Momenti di forte apprensione nella giornata di Natale a Porto di Legnago, dove un uomo anziano ha rischiato di rimanere intrappolato sotto il crollo della propria abitazione. L’episodio si è verificato all’interno di una casa interessata da lavori eseguiti in maniera precaria, che avrebbero compromesso la stabilità della struttura. Solo il rapido intervento delle autorità e dei soccorritori ha evitato conseguenze drammatiche.
Il crollo improvviso e l’allarme
Secondo quanto emerso, il cedimento dell’edificio sarebbe stato causato da interventi strutturali non adeguatamente messi in sicurezza, che hanno portato al collasso di alcune parti della casa. All’interno dell’abitazione si trovava un uomo di 76 anni, che ha rischiato seriamente di rimanere sepolto sotto le macerie. La situazione è apparsa subito delicata, anche per le condizioni dell’edificio e per l’età dell’anziano.
L’allarme è scattato immediatamente e sul posto sono stati fatti convergere i soccorsi, in un contesto reso ancora più complesso dal fatto che l’episodio si è verificato nel giorno di Natale, quando molte attività sono ridotte e le emergenze richiedono una gestione ancora più tempestiva.
L’intervento dei soccorritori
Sul luogo dell’incidente sono intervenuti i vigili del fuoco, che hanno avviato le operazioni di verifica e messa in sicurezza della struttura, insieme ai carabinieri e alla polizia locale. Quest’ultima si trovava inizialmente impegnata in un altro intervento, legato a una fuoriuscita stradale, ma ha raggiunto rapidamente Porto di Legnago dopo aver ricevuto la segnalazione.
Grazie al lavoro coordinato delle forze dell’ordine e dei soccorritori, l’anziano è stato raggiunto e accompagnato all’esterno dell’abitazione, evitando che potesse restare intrappolato in un edificio ormai considerato pericolante. Le verifiche tecniche hanno confermato la necessità di interdire temporaneamente la casa, per prevenire ulteriori cedimenti.

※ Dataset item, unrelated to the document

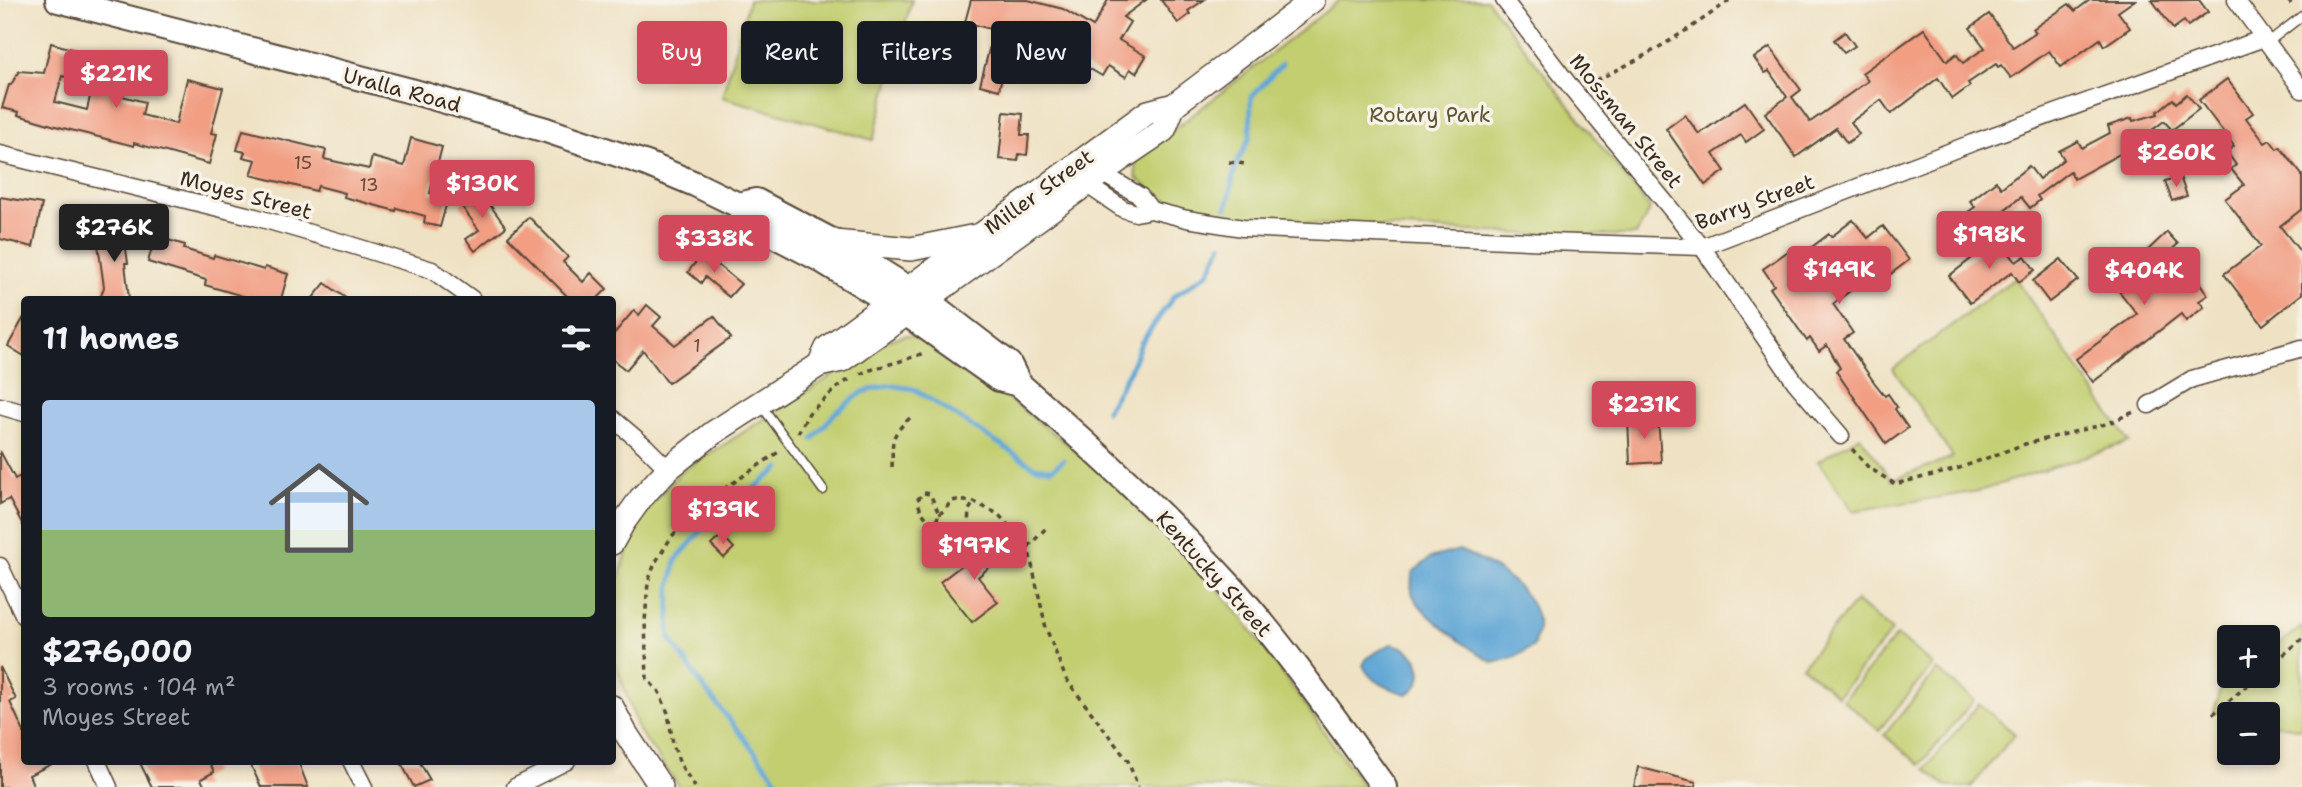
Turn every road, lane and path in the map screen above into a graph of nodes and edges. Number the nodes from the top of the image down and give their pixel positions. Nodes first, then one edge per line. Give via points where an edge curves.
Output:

Il ruolo del sindaco Paolo Longhi
Determinante, in questa vicenda, è stato anche l’intervento diretto del sindaco di Legnago, Paolo Longhi, che si è recato sul posto per seguire personalmente la situazione. È stato proprio il primo cittadino a convincere l’anziano a lasciare l’abitazione, nonostante le iniziali resistenze legate all’attaccamento alla propria casa.
La presenza del sindaco ha facilitato il dialogo con l’uomo, permettendo di superare un momento di comprensibile difficoltà emotiva. La priorità è stata la tutela dell’incolumità della persona, evitando che potesse restare in un edificio ormai instabile.
Assistenza immediata e supporto sociale
Una volta messo in salvo, all’anziano è stata garantita assistenza immediata. La polizia locale ha attivato anche il pronto intervento sociale, assicurando all’uomo una sistemazione sicura per la notte e un pasto caldo, un gesto di particolare valore simbolico e umano nel giorno di Natale.
L’attenzione non si è limitata alla fase di emergenza, ma si è estesa anche agli aspetti sociali e assistenziali, fondamentali in situazioni di questo tipo. La collaborazione tra istituzioni e servizi sociali ha permesso di affrontare l’emergenza in modo completo, mettendo al centro la persona e i suoi bisogni immediati.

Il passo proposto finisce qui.